Question

Ultraviolet light of wavelength \(\lambda_{1}\) and \(\lambda_{2}\left(\lambda_{2}>\lambda_{1}\right)\) when allowed to fall on hydrogen atoms in their ground state is found to liberate electrons with kinetic energies \(E_{1}\) and \(E_{2}\) respectively. The value of planck's constant can be found from the relation. (1) \(\mathrm{h}=\frac{1}{\mathrm{c}}\left(\lambda_{2}-\lambda_{1}\right)\left(\mathrm{E}_{1}-\mathrm{E}_{2}\right)\) (2) \(\mathrm{h}=\frac{1}{\mathrm{c}}\left(\lambda_{1}+\lambda_{2}\right)\left(\mathrm{E}_{1}+\mathrm{E}_{2}\right)\) (3) \(\mathrm{h}=\frac{\left(\mathrm{E}_{1}-\mathrm{E}_{2}\right) \lambda_{1} \lambda_{2}}{\mathrm{c}\left(\lambda_{2}-\lambda_{1}\right)}\) (4) \(\mathrm{h}=\frac{\left(\mathrm{E}_{1}+\mathrm{E}_{2}\right) \lambda_{1} \lambda_{2}}{\mathrm{c}\left(\lambda_{1}+\lambda_{2}\right)}\) (5) \(\mathrm{h}=\frac{\left(\mathrm{E}_{1}+\mathrm{E}_{2}\right) \lambda_{1} \lambda_{2}}{3 \mathrm{c}\left(\lambda_{2}-\lambda_{1}\right)}\)

Short answer

Option (3): \( h = \frac{(E_1 - E_2) \lambda_1 \lambda_2}{c (\lambda_2 - \lambda_1)} \)

Step-by-step solution

Understand the photoelectric effect

When ultraviolet light with wavelength \(\lambda\) falls on a hydrogen atom in its ground state, it can liberate an electron with a specific kinetic energy \(E\). The energy of the incident photon is related to its wavelength by \(E_\text{photon} = \frac{hc}{\lambda}\).
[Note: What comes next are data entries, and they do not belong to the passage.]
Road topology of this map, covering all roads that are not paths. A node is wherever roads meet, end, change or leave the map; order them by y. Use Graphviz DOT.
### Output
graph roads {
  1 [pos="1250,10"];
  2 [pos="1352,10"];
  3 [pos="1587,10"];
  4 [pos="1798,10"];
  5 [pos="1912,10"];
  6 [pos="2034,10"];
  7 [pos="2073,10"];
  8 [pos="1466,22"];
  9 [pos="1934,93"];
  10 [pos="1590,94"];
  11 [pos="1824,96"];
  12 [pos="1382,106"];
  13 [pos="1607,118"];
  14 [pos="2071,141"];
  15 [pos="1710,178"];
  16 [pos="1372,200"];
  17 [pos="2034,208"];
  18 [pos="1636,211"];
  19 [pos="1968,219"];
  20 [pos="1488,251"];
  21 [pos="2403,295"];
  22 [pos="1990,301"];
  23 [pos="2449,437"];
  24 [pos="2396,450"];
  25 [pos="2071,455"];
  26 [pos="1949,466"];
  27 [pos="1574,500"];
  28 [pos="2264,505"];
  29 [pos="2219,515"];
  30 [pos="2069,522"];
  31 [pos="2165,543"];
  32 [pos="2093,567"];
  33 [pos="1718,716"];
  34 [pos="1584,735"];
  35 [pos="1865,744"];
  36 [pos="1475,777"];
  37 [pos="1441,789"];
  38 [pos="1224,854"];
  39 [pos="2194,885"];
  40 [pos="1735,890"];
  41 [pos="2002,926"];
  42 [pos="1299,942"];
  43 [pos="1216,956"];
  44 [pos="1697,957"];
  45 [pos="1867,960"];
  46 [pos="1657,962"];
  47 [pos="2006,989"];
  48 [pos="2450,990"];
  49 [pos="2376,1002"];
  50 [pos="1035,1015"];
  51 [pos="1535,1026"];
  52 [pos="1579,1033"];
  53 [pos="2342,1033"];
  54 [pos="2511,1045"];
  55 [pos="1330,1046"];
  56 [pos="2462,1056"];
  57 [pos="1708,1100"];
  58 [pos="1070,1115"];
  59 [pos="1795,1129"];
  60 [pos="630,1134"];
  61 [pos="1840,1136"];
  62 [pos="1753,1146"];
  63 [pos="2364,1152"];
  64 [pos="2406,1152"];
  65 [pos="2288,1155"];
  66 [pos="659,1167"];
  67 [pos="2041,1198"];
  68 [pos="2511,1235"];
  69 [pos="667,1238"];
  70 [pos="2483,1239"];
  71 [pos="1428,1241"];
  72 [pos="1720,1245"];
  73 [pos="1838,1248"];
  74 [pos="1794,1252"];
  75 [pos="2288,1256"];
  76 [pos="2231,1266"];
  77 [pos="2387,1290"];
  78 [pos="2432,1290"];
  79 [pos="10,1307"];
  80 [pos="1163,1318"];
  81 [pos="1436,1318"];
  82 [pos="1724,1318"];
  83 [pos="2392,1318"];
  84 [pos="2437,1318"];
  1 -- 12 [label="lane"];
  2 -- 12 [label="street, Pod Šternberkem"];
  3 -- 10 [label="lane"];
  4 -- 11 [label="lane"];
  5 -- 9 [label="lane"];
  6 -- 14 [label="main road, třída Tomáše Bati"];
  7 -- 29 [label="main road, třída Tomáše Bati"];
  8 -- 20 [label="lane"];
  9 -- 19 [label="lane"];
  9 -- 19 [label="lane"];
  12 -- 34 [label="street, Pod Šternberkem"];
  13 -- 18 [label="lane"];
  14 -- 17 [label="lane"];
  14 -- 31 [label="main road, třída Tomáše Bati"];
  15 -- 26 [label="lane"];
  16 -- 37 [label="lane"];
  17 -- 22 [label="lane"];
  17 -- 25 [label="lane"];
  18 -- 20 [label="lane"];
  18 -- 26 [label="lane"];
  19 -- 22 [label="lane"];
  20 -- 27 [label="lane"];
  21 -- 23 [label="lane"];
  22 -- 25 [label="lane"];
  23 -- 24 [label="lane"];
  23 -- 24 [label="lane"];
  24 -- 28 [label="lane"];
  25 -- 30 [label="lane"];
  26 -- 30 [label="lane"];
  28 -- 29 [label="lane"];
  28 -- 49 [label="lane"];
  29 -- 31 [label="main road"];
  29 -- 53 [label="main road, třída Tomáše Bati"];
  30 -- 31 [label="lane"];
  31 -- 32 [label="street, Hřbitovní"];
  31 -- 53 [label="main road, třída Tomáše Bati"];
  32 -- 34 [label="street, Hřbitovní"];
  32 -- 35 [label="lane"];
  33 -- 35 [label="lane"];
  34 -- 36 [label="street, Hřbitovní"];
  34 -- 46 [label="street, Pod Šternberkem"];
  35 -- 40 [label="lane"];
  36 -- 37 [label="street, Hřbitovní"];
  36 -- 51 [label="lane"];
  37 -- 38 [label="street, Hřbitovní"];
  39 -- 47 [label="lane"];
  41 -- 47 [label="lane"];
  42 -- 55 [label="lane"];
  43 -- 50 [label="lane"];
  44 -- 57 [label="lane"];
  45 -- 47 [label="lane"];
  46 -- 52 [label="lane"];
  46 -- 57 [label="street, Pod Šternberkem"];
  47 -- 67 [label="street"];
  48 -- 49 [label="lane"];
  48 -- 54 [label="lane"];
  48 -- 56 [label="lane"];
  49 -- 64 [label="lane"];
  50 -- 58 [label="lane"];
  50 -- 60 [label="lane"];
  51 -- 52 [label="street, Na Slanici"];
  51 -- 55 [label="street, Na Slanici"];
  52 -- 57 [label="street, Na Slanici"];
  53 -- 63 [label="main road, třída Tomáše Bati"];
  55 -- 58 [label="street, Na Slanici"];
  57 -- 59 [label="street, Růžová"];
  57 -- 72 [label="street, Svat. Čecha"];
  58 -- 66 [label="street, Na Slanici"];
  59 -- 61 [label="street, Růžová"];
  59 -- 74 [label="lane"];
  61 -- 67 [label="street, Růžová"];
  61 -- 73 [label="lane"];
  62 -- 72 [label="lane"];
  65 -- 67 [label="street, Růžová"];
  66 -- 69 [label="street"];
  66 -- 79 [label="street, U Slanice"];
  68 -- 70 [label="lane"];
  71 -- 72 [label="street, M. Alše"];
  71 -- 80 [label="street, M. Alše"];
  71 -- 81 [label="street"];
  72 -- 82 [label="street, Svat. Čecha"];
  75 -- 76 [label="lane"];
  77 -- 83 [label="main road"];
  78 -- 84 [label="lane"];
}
Write the energy equation for both wavelengths

For the wavelengths \(\lambda_{1}\) and \(\lambda_{2}\) (with \(\lambda_{2} > \lambda_{1}\)), we can write the energy equations as: \[\frac{hc}{\lambda_1} = E_1 + \Phi \quad \text{and} \quad \frac{hc}{\lambda_2} = E_2 + \Phi\] where \(\Phi\) is the work function of the hydrogen atom in the ground state.

Subtract the two equations

Subtract the second equation from the first to eliminate \(\Phi\): \[\frac{hc}{\lambda_1} - \frac{hc}{\lambda_2} = (E_1 + \Phi) - (E_2 + \Phi)\] which simplifies to \[hc \left(\frac{1}{\lambda_1} - \frac{1}{\lambda_2}\right) = E_1 - E_2\]

Simplify the expression

Rewrite the difference of the fractions: \[hc \left(\frac{\lambda_2 - \lambda_1}{\lambda_1 \lambda_2}\right) = E_1 - E_2\]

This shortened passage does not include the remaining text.